The translocation of nitrate and ammonium from the roots to the shoots in spinach and pea plants is influenced by their co-provision and pH levels. The percentage of translocated ¹⁵N-labeled NH₄⁺ (A–F) or ¹⁵N-labeled NO₃^– (G–L) in the shoots was measured after a 30 min incubation at concentrations of 5 mM and 10 mM and pH values of 6 and 8. Data represent the means ±SE (n=3–5). The dashed lines indicate the trend in the ¹⁵N content in the shoot with respect to the total ¹⁵N in the plant over the incubation period.
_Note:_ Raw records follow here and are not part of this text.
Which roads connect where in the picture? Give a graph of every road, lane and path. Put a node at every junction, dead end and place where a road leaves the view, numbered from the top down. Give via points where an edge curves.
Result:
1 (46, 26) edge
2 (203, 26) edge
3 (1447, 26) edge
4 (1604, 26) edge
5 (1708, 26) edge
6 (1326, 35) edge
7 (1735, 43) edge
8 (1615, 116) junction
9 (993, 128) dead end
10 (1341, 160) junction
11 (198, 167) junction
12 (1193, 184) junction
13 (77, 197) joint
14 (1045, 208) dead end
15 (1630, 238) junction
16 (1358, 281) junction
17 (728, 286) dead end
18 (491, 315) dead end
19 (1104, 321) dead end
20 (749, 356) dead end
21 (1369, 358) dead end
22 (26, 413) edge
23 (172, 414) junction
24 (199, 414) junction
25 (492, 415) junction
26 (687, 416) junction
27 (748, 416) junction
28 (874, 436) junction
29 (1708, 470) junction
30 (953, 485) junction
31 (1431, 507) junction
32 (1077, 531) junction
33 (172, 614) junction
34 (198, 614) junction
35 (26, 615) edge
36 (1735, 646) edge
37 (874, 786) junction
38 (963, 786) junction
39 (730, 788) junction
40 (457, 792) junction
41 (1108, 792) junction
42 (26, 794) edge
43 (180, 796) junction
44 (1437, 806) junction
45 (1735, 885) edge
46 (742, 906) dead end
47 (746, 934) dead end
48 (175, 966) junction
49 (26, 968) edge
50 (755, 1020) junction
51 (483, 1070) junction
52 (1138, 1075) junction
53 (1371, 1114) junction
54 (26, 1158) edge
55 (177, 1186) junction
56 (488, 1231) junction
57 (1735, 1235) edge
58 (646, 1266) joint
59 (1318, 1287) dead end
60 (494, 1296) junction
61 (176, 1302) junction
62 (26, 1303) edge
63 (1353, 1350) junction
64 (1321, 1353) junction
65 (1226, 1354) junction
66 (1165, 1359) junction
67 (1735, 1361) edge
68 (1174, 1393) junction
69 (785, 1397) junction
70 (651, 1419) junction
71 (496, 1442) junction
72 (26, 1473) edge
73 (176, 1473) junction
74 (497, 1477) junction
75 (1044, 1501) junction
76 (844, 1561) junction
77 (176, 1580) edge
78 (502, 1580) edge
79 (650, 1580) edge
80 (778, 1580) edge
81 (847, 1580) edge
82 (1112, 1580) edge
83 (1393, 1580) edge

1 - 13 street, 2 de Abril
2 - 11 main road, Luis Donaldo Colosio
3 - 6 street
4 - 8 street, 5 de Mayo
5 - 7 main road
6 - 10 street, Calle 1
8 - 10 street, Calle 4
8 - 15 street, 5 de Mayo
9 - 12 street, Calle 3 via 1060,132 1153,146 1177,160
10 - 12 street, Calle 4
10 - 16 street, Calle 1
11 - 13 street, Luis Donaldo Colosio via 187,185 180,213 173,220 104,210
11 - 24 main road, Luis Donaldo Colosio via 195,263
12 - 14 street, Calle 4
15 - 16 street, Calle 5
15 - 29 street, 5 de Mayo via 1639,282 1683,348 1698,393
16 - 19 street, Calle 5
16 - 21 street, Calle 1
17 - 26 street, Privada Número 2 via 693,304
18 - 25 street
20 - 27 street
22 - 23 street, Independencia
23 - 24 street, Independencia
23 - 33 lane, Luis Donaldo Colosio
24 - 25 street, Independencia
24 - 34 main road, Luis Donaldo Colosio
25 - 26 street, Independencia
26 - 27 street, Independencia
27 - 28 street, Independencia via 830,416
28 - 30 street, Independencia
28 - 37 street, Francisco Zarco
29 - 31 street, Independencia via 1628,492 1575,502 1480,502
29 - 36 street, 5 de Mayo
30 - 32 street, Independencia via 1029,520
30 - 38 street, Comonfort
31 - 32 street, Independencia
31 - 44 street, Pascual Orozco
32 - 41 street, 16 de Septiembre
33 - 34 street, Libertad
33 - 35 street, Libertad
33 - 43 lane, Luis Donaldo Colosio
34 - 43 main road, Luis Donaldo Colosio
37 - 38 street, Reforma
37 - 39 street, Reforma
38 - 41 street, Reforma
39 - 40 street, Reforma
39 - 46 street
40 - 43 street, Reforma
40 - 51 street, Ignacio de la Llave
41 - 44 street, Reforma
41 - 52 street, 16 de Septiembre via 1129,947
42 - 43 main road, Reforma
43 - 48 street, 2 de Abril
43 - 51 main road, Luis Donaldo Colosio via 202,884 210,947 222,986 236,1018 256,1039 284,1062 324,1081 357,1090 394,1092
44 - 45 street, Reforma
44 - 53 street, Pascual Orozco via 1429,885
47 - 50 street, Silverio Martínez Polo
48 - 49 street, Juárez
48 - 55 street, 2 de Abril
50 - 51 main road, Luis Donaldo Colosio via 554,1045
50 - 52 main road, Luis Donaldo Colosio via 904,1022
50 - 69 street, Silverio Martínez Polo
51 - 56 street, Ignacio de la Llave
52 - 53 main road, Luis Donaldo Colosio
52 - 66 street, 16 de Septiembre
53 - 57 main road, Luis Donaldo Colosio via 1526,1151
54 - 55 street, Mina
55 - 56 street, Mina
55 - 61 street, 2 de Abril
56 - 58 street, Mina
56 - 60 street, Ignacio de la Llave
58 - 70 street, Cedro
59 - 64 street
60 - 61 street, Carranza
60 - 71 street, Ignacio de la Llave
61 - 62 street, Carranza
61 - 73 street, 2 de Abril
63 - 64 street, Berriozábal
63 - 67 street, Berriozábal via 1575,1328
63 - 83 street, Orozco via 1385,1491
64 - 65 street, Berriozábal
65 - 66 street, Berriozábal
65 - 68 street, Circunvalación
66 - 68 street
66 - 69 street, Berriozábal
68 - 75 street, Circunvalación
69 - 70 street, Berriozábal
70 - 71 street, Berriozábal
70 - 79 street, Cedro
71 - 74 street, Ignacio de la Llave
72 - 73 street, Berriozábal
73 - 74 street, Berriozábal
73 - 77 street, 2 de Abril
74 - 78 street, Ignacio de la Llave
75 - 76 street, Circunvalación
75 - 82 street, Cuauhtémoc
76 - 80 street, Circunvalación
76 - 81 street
R² quantifies this trend, and its statistical significance is indicated in bold (P≤0.05). pH differences at each time point are denoted by asterisks based on the Student t-test. Significance levels are indicated by *0.05>P>0.01, **0.01>P>0.001, and ***<0.001. The direct contrast of ¹⁵N translocation between species is available in Supplementary Fig. S9.

Fig. 10.

Differential transport patterns of inorganic nitrogen forms in spinach and pea, under co-provision of both nitrogen sources. The study measured 5 mM ¹⁵N-labeled NH₄⁺ influx (A) and its root to shoot translocation (C), with and without 5 mM nitrate; and 5 mM ¹⁵N-labeled NO₃^– influx (B) and its root to shoot translocation (D), with and without 5 mM ammonium. The data represent the means ±SE (n=3–5). The dashed lines indicate the trend in ¹⁵N content in plants (A and B) or percentage of translocated labeled N (C and D) over the incubation period. These trends were quantified by R², and statistical significance is denoted in bold (P≤0.05). Single and co-provisioned nitrogen sources are compared using Student t-tests, with asterisks indicating significant differences; specifically, *0.05>P>0.01, **0.01>P>0.001, and ***< 0.001.

Fig. 11.

The combined use of nitrate and ammonium induces varied effects on growth-promoting hormones as well as hormones and metabolites associated with stress response, depending on the pH and species involved. The content and ratio of growth-promoting hormones (A–C), hormones related to stress response (D–H), and methylglyoxal (I) were measured in the shoot and root of spinach and pea plants treated with nitrate (‘N’), ammonium (‘A’), or equimolar co-provisions of ammonium and nitrate (‘AN1:1’) at pH 6 and 8. The data represent means ±SE (n=3–5). Different letters indicate significant differences according to Tukey’s test (P<0.05) between treatments. Spinach and pea plants were grown for 3 and 2 weeks, respectively, with a continuous supply of nitrate [Ca(NO₃)₂], ammonium [(NH₄)₂SO₄], or equimolar co-provision of both [Ca(NO₃)₂+(NH₄)₂SO₄]. A total of 5 mM nitrogen was applied for spinach and 10 mM for pea plants.